Each chapter has several pages of subtle, provocative and imaginative exercises, varying from the trivial to unsolved research problems. The book finishes with an excellent lengthy bibliography and a decent index.

The book has several weaknesses. First, by focusing on algebra rather than analysis, it gives heart to those who, despite the evidence from (e.g.) [2] still insist that constructive mathematics is inadequate for real mathematics. Second, the word ``Practical'' in the title needs more careful justification: the foundations are indeed those that are needed in practice for applications of mathematics in, e.g. computer science: but the connection with practical algebra, in the form of algorithms to solve algebraic problems, in group theory or ring theory for example, is not made sufficiently clear. Third, there are (of course) mathematical errors, but this is not the place to consider them all. (A list is promised for the web site.) As a first example, there is a failure to distinguish carefully between truth and validity, e.g. in the explanation (p 43) of the preservation of validity by logical rules (``i.e. whenever the premises are true, so is the conclusion'' [replace ``true'' by ``valid'']) and in the definition, as ``proof and truth ... coincide'', of completeness of a proof theory (no, completeness is when provability coincides with validity, i.e. truth in every interpretation). That this matters is shown up by Gödel's incompleteness theorem, that provability in any formalisation of classical first-order arithmetic (or, equivalently, arithmetic validity-truth in all models of the formalisation) is not equivalent to truth in the standard model. A second example is the suggested proof (p.120) that the Axiom of Choice, AC, implies the Law of Excluded Middle, LEM. According to the constructive meaning of ``exists'' the presented version of AC is an easy theorem [6] of predicative constructive type theory, where LEM fails to be valid. So the ``proof'' depends on something additional such as the (non-constructive) use of power sets or equivalence classes. Finally, this reviewer found it at first odd and then irritating that most cited authors were given familiar forenames, particularly when they were not used consistently, and were sometimes quite unfamiliar. The family and friends of L. Egbertus J. Brouwer would have been surprised to see him referred to as ``Jan'' rather than as ``Bertus''.

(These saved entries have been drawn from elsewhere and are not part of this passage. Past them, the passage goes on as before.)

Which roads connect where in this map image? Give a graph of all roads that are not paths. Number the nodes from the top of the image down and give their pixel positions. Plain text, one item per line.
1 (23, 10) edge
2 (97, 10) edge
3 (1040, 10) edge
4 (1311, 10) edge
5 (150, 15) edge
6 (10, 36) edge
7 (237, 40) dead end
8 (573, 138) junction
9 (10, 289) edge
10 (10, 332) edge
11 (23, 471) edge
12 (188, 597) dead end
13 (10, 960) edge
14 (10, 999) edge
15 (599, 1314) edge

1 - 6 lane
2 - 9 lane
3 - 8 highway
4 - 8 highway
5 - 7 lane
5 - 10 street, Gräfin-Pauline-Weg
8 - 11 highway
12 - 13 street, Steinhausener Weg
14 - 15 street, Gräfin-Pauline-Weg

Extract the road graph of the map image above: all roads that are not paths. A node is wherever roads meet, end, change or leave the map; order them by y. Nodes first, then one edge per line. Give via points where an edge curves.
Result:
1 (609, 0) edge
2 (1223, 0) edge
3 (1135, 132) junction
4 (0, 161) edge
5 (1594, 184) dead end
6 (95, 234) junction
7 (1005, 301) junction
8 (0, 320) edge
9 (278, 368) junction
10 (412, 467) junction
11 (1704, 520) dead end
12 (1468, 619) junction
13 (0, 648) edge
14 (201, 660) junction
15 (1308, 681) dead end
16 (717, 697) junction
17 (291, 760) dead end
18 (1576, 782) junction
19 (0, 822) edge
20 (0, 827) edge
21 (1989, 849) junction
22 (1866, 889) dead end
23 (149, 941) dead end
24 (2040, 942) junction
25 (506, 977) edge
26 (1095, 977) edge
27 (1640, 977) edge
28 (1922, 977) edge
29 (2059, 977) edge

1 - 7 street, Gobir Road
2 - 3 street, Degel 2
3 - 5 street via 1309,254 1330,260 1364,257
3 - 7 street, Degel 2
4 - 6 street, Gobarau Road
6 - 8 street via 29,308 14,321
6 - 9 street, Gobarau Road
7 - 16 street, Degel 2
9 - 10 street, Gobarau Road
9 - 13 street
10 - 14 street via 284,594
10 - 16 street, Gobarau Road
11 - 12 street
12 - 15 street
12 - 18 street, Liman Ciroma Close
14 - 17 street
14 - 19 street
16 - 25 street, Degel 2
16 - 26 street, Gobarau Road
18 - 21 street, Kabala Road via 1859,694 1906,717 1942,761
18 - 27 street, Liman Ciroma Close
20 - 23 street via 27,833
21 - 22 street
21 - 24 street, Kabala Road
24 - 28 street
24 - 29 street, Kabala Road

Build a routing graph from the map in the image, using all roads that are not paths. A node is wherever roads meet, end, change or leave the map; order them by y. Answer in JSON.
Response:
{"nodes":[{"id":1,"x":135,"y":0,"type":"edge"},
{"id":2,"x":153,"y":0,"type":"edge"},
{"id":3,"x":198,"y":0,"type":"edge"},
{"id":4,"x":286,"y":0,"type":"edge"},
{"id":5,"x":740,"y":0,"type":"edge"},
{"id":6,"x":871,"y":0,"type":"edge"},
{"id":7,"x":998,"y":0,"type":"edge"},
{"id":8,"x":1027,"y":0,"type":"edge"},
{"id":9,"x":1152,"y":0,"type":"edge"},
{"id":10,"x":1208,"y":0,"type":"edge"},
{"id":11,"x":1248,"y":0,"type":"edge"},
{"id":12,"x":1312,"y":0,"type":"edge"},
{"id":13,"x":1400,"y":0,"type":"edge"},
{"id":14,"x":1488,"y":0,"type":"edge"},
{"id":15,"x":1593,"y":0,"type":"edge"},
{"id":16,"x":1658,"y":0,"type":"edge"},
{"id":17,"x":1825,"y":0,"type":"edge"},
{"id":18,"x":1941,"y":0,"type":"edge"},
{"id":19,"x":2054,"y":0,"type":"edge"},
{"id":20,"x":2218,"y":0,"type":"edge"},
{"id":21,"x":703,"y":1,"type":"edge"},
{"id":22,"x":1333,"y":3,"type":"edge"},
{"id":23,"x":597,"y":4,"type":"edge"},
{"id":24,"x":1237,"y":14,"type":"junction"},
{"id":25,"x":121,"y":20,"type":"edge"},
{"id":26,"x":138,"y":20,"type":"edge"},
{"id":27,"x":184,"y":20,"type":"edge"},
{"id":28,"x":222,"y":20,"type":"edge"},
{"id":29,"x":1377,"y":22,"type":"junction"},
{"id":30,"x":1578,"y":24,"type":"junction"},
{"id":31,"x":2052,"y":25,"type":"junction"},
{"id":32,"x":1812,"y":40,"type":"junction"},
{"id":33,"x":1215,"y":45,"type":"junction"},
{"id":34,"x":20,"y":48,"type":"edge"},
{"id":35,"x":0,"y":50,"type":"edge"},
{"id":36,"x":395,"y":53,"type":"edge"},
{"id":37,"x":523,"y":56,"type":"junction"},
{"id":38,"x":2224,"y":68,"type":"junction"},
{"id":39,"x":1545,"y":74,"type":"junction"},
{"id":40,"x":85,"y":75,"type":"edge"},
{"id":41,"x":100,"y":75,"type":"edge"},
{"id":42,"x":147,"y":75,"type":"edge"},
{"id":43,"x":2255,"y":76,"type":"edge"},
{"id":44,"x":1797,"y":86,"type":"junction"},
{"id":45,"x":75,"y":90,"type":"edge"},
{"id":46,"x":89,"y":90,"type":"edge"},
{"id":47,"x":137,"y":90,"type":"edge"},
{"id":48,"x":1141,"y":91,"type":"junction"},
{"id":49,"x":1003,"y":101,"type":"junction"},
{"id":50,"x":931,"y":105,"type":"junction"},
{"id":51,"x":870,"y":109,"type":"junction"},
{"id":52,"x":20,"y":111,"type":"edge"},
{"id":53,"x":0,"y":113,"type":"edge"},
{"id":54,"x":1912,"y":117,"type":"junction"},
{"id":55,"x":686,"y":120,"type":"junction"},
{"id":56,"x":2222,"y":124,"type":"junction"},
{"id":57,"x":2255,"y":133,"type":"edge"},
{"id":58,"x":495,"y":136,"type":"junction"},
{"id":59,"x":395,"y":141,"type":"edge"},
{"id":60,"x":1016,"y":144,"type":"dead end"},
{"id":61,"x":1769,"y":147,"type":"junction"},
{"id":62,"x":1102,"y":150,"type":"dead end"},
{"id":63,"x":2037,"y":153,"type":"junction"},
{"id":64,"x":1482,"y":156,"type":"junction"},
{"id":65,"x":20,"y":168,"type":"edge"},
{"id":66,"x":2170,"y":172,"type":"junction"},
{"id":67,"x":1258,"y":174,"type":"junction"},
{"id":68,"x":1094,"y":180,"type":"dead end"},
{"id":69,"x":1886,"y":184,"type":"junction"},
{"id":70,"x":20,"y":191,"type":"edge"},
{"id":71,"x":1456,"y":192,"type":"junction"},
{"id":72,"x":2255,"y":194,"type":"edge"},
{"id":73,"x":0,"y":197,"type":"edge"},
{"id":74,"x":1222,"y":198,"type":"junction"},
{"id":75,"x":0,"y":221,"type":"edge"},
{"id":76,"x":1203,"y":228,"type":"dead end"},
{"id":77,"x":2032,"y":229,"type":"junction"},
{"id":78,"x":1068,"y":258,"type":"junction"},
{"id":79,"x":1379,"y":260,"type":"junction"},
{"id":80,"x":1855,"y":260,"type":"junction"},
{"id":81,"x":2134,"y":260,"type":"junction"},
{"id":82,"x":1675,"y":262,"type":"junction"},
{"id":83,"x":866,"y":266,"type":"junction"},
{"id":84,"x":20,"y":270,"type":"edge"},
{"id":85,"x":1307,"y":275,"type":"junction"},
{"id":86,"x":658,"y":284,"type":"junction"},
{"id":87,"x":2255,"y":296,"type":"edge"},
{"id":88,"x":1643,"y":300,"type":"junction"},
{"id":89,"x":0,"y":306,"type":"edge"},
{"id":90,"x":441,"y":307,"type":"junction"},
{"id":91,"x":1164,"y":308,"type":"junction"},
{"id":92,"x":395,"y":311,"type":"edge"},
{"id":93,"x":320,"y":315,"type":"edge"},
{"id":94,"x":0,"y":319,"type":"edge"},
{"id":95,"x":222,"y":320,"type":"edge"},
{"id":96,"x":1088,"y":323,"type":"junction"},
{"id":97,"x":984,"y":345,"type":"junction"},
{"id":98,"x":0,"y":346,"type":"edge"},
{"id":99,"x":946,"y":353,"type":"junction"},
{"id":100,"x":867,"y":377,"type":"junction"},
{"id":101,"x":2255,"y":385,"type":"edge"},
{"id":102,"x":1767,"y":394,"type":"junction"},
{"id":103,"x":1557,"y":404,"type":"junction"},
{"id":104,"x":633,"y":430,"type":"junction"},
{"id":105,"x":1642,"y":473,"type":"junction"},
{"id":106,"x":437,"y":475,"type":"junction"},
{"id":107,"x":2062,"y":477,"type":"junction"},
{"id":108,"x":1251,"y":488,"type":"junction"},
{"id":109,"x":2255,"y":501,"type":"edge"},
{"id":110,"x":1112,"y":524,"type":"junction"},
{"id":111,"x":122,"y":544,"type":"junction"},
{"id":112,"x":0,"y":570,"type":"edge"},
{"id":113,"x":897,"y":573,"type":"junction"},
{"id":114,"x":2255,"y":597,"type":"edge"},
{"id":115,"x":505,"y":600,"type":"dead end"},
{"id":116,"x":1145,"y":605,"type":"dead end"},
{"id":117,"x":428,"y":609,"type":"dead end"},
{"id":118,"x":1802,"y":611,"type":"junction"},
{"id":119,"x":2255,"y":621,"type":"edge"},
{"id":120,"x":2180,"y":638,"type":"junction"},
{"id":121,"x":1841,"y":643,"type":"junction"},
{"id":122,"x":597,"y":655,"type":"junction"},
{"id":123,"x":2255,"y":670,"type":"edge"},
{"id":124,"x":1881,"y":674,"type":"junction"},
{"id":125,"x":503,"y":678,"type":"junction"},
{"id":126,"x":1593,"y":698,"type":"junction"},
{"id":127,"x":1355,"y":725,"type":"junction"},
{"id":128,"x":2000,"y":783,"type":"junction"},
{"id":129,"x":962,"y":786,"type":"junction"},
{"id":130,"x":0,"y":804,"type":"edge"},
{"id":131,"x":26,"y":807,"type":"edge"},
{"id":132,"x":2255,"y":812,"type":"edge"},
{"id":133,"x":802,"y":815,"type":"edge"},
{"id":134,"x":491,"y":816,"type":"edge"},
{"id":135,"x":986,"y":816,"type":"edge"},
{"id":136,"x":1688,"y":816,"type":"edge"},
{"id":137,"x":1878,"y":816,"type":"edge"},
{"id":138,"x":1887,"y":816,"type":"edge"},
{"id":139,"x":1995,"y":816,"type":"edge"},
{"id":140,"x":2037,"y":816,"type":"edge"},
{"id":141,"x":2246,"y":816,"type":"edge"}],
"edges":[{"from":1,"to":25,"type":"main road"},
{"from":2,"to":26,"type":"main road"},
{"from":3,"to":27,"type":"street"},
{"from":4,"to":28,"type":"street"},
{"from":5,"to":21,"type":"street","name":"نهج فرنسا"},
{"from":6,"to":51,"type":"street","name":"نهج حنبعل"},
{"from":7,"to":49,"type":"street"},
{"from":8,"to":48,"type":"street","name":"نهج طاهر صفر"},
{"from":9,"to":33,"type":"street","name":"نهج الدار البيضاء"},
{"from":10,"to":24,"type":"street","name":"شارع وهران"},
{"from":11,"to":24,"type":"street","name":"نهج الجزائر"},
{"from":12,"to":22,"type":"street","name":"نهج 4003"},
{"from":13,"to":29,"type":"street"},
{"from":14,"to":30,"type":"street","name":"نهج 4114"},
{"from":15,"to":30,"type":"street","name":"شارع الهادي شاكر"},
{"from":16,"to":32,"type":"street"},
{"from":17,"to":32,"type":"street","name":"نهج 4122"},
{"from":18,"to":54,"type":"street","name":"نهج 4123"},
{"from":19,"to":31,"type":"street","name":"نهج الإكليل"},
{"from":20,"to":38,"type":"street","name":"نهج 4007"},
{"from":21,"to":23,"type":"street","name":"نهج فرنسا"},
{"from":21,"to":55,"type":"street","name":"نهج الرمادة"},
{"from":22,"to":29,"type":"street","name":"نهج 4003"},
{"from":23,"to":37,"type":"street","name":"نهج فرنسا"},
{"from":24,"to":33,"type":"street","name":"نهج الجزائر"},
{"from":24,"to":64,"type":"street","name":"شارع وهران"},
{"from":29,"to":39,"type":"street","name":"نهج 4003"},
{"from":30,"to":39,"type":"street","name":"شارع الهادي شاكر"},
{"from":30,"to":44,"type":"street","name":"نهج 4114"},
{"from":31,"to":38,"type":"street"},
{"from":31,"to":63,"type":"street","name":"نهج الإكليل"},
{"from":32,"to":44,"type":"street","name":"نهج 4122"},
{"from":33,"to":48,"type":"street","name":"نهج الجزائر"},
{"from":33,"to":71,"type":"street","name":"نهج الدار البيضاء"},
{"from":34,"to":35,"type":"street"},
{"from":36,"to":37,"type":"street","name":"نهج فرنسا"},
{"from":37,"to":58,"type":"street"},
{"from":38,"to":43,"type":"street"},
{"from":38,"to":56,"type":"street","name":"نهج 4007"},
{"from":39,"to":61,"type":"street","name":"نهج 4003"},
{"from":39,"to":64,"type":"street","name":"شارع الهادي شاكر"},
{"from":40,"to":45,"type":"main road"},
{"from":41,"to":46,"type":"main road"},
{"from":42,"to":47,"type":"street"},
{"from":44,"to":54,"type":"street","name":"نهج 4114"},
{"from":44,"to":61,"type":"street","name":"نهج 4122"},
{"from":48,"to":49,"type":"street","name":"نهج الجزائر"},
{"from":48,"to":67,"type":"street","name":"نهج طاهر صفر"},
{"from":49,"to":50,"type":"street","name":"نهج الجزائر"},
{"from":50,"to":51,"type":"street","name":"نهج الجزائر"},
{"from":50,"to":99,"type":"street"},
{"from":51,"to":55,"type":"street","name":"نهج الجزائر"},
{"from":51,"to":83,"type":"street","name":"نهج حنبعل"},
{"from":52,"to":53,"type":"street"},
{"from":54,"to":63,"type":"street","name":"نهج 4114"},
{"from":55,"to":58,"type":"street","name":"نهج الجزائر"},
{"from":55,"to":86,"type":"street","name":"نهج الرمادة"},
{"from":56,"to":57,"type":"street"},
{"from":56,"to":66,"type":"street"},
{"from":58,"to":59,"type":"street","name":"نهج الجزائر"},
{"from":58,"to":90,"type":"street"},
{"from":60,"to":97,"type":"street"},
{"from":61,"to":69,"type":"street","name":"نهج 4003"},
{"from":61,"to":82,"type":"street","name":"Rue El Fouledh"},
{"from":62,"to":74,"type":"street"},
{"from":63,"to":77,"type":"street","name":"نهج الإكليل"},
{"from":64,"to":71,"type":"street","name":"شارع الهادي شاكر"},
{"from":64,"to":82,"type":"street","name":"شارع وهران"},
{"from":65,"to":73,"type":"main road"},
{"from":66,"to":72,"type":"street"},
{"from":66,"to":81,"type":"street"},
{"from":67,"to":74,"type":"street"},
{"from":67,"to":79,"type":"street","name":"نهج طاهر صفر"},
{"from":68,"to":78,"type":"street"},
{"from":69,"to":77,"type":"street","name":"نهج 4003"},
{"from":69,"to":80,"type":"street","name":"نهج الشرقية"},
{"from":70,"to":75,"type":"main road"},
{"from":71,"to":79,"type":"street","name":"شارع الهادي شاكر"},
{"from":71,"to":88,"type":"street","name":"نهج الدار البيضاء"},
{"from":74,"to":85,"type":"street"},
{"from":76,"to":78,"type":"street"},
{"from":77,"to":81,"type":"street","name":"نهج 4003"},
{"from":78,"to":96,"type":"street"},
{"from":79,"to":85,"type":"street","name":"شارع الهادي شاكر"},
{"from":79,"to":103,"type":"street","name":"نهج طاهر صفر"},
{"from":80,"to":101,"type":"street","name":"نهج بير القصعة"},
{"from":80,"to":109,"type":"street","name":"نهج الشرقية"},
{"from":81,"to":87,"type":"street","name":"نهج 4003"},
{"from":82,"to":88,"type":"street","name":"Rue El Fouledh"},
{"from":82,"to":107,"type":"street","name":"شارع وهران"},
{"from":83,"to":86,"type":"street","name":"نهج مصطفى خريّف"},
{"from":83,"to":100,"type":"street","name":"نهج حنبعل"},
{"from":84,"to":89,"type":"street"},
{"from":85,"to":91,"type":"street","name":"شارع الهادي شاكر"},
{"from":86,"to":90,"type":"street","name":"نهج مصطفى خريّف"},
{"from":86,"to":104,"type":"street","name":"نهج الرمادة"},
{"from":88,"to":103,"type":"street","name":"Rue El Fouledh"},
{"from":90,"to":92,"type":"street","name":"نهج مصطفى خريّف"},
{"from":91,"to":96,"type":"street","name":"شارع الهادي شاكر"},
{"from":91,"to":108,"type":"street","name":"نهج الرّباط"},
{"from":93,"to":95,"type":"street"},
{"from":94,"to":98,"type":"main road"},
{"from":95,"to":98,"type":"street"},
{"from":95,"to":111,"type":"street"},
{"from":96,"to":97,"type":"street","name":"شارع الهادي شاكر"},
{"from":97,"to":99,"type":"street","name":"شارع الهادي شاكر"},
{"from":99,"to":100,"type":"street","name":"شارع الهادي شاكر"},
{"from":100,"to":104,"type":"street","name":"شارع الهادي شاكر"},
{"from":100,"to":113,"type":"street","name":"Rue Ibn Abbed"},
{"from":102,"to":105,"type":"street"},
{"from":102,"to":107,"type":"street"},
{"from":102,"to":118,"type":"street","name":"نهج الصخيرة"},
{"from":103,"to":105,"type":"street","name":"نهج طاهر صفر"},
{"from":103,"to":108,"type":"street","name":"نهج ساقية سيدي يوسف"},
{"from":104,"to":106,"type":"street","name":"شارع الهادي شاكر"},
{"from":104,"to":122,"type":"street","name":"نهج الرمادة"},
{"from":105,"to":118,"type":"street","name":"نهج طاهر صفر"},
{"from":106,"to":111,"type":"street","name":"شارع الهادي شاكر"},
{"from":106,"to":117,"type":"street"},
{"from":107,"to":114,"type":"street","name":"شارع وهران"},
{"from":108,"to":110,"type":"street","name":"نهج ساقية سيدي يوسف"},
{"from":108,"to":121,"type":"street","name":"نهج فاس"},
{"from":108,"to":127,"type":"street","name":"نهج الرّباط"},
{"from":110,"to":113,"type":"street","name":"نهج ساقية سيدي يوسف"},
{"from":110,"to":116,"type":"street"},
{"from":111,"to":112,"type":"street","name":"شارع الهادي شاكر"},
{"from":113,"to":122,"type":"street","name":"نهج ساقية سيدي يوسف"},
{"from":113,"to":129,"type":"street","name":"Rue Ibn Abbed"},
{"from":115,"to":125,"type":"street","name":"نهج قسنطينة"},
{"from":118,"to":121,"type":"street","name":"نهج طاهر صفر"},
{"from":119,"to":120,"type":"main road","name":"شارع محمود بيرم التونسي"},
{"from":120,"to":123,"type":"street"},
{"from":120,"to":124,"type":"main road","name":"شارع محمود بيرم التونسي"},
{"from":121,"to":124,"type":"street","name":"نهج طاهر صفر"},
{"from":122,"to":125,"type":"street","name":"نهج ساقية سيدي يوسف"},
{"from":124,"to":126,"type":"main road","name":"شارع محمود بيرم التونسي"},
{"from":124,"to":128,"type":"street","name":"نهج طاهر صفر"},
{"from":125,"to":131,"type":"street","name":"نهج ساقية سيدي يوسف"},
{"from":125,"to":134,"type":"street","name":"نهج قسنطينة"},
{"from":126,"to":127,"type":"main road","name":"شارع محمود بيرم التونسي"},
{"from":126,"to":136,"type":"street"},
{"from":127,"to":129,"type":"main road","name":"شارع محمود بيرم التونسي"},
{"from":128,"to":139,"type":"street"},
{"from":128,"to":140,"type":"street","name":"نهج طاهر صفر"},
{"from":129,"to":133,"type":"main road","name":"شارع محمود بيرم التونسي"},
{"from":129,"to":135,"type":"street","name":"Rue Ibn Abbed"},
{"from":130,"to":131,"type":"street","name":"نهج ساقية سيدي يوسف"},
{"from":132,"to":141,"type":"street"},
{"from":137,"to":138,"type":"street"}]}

Despite these imperfections, the book has many strengths. Its main strengths are its breadth, its use of examples from an amazing spread of mathematics and its history, its exercises and its coverage of key ideas in categorical logic. In summary, it is a magnificent compilation of ideas and techniques: it is a mine of (well-organised) information suitable for the graduate student and experienced researcher alike. Novice graduate students will however need a lot of help in staying afloat. A copy should be at least in every university library (if only one could decide whether the mathematicians, the computer scientists, the logicians, the philosophers or perhaps even the linguists should pay for it): experts in the field will want their own copies. Further details (e.g. chapter outlines) may be found at the author's website: http://www.dcs.qmw.ac.uk/~pt. There is even an HTML version of the book itself: book-lovers will be pleased to hear that it is far from adequate, in the absence so far of adequate HTML representations of mathematical diagrams.

References

[1]
Aczel, P., Non-well-founded sets, CSLI Lecture Notes 14, Stanford 1988.

[2]
Bishop, E. & Bridges, D., Constructive Analysis, Springer-Verlag, 1985.

[3]
Bridges, D., Can constructive mathematics be applied in physics?, Journal of Philosophical Logic 28, 1999, pp 439-453.

[4]
Constable, R. L., Formalising Decidability Theorems About Automata, in ``Computational Logic'' (eds. U. Berger & H. Schwichtenberg), Springer-Verlag, 1999, pp 179-213.

[5]
Johnstone, P., Topos Theory, Academic Press, 1977.

[6]
Martin-Löf, P., Intuitionistic Type Theory, Bibliopolis (Naples), 1984.

[7]
Pitts, A. & Dybjer, P., Semantics and Logics of Computation, CUP, 1997.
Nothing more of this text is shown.